>>>

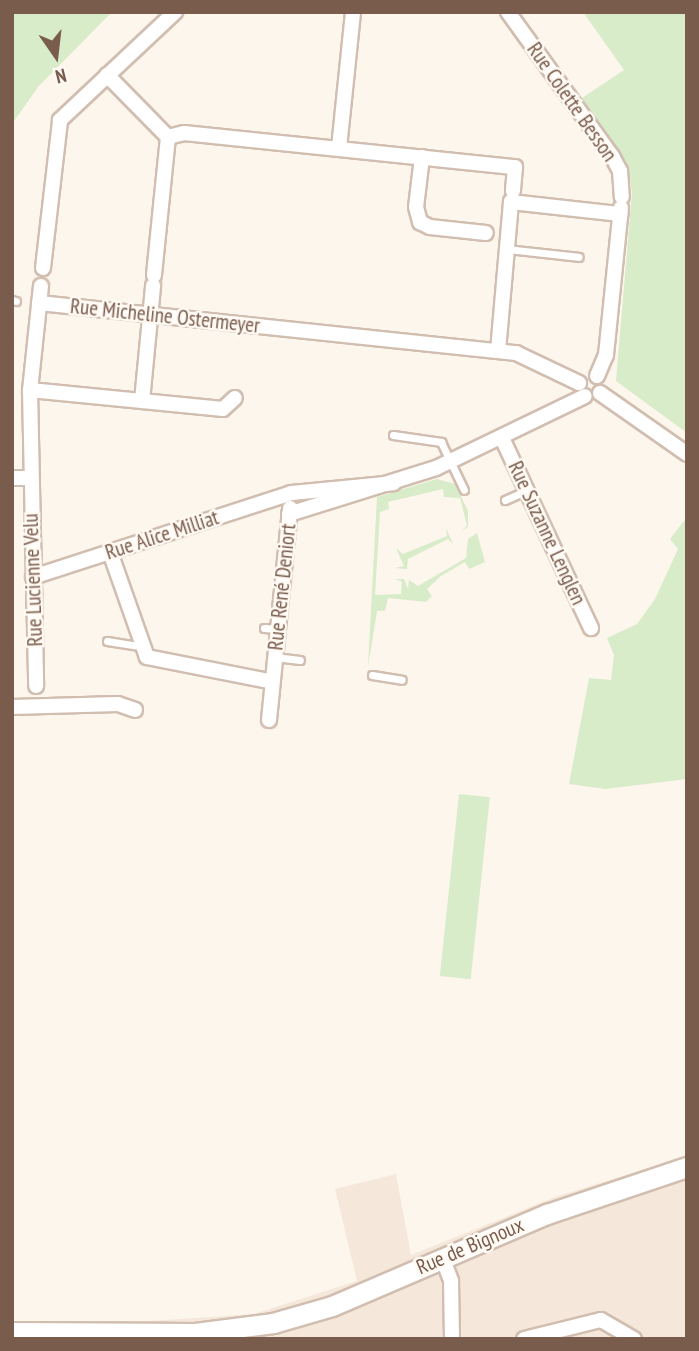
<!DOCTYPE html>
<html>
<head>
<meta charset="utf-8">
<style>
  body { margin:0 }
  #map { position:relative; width:699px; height:1351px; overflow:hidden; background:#fdf6ec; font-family:"PT Sans Narrow",sans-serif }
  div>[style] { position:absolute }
  .residential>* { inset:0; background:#f5e8da }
  .green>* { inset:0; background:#d8ecc9; transform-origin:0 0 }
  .roads { filter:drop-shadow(2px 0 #d1beb0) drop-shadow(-2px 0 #d1beb0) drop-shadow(0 2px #d1beb0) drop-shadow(0 -2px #d1beb0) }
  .lane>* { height:7px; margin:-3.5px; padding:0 3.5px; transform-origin:3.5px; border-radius:3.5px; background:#fff }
  .street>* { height:14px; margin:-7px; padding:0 7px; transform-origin:7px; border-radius:7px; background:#fff }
  .secondary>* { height:19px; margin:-9.5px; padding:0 9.5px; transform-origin:9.5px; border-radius:9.5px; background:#fff }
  span { translate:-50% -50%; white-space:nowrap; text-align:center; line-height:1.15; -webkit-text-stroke:5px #fffaf3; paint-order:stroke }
  .street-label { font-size:21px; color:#7a5c4d }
  .frame { position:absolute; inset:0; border:14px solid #7a5c4d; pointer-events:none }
  .north { position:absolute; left:21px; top:21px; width:70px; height:70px; -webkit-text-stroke:5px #fffaf3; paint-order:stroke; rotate:166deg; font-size:19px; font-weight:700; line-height:28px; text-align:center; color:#7a5c4d }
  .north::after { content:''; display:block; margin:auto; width:24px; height:32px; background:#7a5c4d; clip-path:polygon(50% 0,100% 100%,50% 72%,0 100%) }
</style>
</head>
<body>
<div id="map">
  <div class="residential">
    <div style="clip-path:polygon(687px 1156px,687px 1339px,127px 1339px,121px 1323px,254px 1314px,357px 1281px,335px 1189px,396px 1174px,411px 1255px,555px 1197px)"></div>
  </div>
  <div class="green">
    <div style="clip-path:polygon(12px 12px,111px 13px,38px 87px,12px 124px)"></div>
    <div style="clip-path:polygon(583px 12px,687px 12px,687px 433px,616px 381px,632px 192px,627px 169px,582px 98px,624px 70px)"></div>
    <div style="clip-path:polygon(437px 479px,455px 484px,468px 511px,468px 527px,461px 531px,467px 526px,460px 498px,444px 497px,443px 489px,388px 502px,389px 509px,380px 512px,375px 595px,401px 594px,402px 582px,395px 579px,404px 579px,408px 589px,409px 580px,418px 586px,466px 558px,468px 539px,477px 533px,485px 562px,469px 569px,465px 562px,441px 576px,427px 589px,432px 596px,426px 602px,388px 598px,385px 611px,377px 611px,368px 667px,377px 497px)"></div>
    <div style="clip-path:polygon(687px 517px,687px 779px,605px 789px,569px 784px,589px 678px,611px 680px,614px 655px,607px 638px,637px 624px,655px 599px,678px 549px,670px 539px)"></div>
    <div style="clip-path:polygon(446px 528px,453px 544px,448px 539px,408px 559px,407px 569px,395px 568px,404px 566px,396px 548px,403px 554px,447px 536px)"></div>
    <div style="left:459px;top:794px;width:31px;height:183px;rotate:6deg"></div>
  </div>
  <div class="roads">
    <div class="lane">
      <div style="left:507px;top:249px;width:72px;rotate:6.3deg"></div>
      <div style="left:12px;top:300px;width:4px;rotate:14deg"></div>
      <div style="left:393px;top:435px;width:49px;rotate:8.3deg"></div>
      <div style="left:441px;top:442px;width:53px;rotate:64.4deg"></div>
      <div style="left:505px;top:500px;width:24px;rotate:-24deg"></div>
      <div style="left:264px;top:628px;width:14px;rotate:4deg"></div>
      <div style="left:107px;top:641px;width:33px;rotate:9deg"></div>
      <div style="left:275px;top:657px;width:25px;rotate:7deg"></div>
      <div style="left:372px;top:675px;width:30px;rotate:9deg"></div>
    </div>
    <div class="street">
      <div style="left:508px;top:12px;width:178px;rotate:54.2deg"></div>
      <div style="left:612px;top:156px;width:17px;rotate:62deg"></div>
      <div style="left:620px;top:171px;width:26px;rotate:86deg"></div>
      <div style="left:107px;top:75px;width:87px;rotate:45.5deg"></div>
      <div style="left:168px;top:137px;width:139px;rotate:95.8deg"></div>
      <div style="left:168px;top:137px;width:16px;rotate:-14deg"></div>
      <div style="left:184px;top:133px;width:333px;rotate:5.9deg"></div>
      <div style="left:515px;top:167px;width:24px;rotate:95deg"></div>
      <div style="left:339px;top:148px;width:137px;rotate:-84.1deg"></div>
      <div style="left:422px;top:157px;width:50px;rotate:96.8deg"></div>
      <div style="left:416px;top:207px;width:16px;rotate:75deg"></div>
      <div style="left:420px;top:222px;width:11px;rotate:27deg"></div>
      <div style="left:430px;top:227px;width:56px;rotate:6.1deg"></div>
      <div style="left:43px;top:268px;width:149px;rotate:-83.4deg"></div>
      <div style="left:60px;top:120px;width:158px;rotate:-43.2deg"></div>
      <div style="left:41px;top:286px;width:105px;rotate:96deg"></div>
      <div style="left:30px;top:390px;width:194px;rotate:5.6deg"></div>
      <div style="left:223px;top:409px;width:16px;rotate:-43deg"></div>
      <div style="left:39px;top:303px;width:480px;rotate:6deg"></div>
      <div style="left:516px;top:353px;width:70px;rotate:25.5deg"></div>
      <div style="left:498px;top:351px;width:150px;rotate:-85deg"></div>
      <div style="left:511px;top:202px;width:110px;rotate:6.3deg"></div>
      <div style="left:597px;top:376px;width:23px;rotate:-67deg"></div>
      <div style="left:606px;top:355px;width:148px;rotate:-84.2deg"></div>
      <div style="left:30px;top:390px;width:296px;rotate:88.8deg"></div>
      <div style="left:600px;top:393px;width:106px;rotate:35deg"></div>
      <div style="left:142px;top:401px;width:116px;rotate:-84.5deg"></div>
      <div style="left:502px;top:438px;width:210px;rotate:64.9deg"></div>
      <div style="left:12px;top:478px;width:18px"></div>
      <div style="left:289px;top:514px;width:154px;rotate:-17.4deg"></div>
      <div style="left:436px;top:468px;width:165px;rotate:-25.8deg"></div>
      <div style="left:110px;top:552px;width:111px;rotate:70.6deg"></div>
      <div style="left:147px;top:657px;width:128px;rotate:11.2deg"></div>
      <div style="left:33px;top:577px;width:271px;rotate:-18deg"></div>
      <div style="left:291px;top:493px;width:103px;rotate:-5.5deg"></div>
      <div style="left:12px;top:707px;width:106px;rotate:-1.6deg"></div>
      <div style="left:118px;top:704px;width:18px;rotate:19deg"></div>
      <div style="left:269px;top:720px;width:213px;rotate:-84.3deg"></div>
      <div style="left:442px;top:1257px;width:26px;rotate:69deg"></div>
      <div style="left:451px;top:1281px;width:58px;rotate:89deg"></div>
      <div style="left:524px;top:1339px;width:79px;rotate:-13.9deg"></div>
      <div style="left:601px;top:1320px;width:38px;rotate:30deg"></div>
    </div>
    <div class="secondary">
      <div style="left:12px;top:1332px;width:183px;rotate:0.3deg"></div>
      <div style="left:195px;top:1333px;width:79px;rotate:-7.3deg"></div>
      <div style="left:273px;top:1323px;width:61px;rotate:-16.1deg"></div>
      <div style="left:332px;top:1306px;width:234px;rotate:-23.2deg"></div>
      <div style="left:547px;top:1214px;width:148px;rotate:-18.6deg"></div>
    </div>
  </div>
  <div class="street-label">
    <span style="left:572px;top:102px;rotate:55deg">Rue Colette Besson</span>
    <span style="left:165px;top:316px;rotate:6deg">Rue Micheline Ostermeyer</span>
    <span style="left:547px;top:533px;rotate:65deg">Rue Suzanne Lenglen</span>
    <span style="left:162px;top:535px;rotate:-18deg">Rue Alice Milliat</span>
    <span style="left:33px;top:580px;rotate:-92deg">Rue Lucienne Velu</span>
    <span style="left:282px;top:587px;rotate:-84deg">Rue René Deniort</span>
    <span style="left:470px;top:1246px;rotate:-23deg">Rue de Bignoux</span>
  </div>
  <div class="frame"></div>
  <div class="north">N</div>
</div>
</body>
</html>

<<<

The string "roads" marks the lines to return from the material. Copy each one.

  .roads { filter:drop-shadow(2px 0 #d1beb0) drop-shadow(-2px 0 #d1beb0) drop-shadow(0 2px #d1beb0) drop-shadow(0 -2px #d1beb0) }
  <div class="roads">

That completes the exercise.